**Required work**
Among the following entries, say how many lines contain the word "highway"; the answer is a number and nothing else.

Stored data entries
....
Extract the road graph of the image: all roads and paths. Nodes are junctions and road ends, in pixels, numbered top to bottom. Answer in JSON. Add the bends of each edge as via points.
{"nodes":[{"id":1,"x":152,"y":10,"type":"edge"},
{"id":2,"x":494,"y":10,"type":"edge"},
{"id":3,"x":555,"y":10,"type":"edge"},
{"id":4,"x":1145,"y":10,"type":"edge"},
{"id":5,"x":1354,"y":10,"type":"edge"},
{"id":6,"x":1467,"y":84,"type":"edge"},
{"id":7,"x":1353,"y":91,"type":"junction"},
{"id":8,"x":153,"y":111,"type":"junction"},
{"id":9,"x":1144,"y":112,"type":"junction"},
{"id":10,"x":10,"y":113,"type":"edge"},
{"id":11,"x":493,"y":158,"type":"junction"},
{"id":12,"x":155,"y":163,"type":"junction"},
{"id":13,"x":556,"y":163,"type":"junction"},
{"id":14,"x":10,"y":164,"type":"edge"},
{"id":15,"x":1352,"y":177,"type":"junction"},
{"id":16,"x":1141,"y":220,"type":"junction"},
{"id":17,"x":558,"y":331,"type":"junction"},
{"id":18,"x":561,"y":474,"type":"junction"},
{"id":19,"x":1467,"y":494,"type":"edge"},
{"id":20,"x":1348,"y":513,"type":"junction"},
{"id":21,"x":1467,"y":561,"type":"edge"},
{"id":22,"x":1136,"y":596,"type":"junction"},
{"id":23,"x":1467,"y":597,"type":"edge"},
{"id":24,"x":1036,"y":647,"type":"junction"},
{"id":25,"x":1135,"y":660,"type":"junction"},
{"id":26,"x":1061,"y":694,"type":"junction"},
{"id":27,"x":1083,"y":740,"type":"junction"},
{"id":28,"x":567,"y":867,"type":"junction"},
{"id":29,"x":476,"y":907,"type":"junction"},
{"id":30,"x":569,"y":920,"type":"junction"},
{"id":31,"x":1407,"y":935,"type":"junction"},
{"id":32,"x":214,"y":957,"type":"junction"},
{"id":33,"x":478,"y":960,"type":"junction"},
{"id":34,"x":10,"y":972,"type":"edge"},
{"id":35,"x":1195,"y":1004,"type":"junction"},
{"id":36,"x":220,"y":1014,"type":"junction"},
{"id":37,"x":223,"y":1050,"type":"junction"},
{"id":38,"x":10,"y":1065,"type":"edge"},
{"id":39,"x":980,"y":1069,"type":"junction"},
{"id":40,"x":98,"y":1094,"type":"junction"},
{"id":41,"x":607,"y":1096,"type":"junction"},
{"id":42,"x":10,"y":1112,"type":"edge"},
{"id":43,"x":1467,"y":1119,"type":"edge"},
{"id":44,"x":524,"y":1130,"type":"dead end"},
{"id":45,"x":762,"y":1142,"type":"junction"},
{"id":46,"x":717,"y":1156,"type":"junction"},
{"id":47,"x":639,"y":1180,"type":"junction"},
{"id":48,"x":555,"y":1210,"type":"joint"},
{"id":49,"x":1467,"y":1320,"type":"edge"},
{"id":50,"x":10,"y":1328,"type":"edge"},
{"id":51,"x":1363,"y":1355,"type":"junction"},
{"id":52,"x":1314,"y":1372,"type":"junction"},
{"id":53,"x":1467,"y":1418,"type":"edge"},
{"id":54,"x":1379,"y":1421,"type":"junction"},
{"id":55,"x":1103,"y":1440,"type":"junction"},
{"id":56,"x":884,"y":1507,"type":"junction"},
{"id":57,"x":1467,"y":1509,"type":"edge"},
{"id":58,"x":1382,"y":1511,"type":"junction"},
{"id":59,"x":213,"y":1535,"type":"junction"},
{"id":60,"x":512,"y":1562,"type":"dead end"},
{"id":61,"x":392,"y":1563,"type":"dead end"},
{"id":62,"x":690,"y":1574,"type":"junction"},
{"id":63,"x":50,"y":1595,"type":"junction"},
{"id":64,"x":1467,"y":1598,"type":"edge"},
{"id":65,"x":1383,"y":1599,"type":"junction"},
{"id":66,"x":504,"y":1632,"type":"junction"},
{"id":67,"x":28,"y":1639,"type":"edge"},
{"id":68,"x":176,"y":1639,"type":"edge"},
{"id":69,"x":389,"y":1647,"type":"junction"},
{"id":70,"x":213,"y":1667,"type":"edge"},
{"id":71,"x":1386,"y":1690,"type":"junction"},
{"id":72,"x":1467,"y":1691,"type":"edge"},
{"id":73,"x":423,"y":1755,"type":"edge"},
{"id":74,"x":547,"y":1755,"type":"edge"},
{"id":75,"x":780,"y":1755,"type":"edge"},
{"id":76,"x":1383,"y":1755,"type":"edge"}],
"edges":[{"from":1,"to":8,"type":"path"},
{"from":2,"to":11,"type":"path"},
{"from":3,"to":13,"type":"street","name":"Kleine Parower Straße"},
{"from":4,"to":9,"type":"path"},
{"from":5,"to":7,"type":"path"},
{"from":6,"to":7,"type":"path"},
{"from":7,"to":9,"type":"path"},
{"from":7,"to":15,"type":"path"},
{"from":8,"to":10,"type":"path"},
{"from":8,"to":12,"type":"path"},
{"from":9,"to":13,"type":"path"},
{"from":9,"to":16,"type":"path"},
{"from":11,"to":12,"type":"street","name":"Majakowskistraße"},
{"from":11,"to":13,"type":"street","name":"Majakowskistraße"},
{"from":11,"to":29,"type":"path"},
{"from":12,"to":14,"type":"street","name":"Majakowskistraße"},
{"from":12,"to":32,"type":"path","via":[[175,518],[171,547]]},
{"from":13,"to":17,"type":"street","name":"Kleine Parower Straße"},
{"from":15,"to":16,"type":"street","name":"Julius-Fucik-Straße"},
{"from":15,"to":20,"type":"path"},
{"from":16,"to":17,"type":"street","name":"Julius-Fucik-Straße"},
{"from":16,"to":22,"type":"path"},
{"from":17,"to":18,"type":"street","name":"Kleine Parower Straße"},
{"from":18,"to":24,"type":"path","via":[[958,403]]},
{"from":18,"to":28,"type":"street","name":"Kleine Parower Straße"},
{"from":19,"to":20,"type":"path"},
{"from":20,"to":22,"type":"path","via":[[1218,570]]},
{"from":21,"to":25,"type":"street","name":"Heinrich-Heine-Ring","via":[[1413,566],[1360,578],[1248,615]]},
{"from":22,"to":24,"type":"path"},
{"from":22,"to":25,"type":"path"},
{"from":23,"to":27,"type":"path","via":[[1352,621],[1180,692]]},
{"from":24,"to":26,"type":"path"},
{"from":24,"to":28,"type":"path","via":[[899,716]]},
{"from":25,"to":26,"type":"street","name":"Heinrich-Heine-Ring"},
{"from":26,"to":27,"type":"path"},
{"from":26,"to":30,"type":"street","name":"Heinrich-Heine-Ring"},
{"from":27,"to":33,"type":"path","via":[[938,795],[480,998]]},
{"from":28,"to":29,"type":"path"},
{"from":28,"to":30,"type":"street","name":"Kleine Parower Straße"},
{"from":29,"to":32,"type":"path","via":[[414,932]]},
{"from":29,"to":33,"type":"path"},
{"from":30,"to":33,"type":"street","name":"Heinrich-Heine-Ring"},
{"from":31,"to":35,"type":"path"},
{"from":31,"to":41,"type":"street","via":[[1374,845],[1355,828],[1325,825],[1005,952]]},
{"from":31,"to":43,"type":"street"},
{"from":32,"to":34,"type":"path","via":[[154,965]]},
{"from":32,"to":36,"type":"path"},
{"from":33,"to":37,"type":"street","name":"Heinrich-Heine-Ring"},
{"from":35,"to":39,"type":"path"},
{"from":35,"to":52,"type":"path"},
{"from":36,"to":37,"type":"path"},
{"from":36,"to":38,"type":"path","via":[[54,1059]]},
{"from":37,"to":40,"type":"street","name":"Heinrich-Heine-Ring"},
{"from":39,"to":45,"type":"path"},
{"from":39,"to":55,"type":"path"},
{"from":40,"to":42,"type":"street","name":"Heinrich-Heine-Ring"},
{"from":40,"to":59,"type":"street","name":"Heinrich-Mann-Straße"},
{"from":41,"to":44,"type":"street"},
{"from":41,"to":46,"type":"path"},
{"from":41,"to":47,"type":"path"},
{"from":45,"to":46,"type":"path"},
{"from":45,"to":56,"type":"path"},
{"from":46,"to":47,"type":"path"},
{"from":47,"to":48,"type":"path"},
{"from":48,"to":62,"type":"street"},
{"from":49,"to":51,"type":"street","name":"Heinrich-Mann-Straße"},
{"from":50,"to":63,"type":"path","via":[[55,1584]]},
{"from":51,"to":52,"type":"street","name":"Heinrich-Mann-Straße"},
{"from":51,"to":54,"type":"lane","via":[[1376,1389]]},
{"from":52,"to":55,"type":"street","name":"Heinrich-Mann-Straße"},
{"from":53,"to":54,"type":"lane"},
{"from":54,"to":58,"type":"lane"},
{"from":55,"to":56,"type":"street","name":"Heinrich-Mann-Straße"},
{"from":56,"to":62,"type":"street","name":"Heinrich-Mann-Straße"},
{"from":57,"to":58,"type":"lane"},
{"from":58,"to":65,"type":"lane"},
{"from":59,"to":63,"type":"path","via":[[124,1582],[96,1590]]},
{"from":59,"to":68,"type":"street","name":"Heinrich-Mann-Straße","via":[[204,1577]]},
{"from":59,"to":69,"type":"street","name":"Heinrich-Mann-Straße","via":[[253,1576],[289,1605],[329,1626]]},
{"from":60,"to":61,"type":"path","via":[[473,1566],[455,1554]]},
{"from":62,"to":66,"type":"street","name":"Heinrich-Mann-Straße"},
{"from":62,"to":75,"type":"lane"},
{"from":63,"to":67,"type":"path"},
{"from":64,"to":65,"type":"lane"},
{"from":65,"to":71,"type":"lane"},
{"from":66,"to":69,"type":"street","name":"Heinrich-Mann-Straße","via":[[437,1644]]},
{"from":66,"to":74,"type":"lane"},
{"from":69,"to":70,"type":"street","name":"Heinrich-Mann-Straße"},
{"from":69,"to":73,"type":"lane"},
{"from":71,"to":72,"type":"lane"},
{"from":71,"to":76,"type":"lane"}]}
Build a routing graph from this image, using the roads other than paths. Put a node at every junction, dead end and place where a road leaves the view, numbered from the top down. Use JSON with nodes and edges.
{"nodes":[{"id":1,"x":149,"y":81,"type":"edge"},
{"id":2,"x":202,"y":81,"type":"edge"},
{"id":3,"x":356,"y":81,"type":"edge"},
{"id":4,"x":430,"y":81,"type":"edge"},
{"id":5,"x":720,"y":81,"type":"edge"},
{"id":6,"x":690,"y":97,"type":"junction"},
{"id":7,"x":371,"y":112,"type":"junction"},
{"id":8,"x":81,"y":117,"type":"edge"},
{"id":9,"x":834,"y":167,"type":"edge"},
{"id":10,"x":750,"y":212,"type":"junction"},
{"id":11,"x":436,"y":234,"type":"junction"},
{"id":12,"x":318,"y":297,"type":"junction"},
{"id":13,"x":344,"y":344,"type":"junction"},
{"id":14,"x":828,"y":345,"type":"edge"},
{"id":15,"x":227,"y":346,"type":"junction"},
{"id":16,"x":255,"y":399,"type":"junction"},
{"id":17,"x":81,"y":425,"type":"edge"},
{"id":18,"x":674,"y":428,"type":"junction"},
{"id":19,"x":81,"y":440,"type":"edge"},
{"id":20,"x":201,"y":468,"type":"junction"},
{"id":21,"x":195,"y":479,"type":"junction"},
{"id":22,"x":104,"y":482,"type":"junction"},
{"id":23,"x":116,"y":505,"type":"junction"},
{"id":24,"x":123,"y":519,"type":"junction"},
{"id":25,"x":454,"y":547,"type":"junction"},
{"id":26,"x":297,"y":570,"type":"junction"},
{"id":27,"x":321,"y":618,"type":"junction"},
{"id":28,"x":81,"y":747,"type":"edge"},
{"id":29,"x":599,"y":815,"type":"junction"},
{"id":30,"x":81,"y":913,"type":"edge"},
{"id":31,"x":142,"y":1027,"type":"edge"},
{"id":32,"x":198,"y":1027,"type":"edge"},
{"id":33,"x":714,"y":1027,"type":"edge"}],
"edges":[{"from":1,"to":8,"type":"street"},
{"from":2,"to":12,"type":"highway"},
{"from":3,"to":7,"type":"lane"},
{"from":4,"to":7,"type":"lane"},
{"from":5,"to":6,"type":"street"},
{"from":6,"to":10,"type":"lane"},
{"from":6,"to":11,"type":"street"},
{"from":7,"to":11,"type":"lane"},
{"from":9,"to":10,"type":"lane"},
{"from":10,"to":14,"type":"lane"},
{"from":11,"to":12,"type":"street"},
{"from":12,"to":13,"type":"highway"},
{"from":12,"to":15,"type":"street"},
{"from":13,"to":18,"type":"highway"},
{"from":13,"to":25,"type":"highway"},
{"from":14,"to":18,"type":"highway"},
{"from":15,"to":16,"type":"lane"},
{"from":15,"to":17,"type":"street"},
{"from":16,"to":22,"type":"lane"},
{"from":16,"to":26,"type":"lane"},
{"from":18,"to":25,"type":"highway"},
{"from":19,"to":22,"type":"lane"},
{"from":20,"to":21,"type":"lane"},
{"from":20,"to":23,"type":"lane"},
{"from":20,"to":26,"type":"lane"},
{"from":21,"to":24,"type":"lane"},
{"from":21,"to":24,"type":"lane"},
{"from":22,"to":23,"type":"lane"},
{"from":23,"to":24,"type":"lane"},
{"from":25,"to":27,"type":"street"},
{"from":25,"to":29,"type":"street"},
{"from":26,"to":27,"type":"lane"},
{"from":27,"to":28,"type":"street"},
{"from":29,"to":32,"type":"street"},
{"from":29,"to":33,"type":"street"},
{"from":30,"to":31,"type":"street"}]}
....
**Output for this task**
6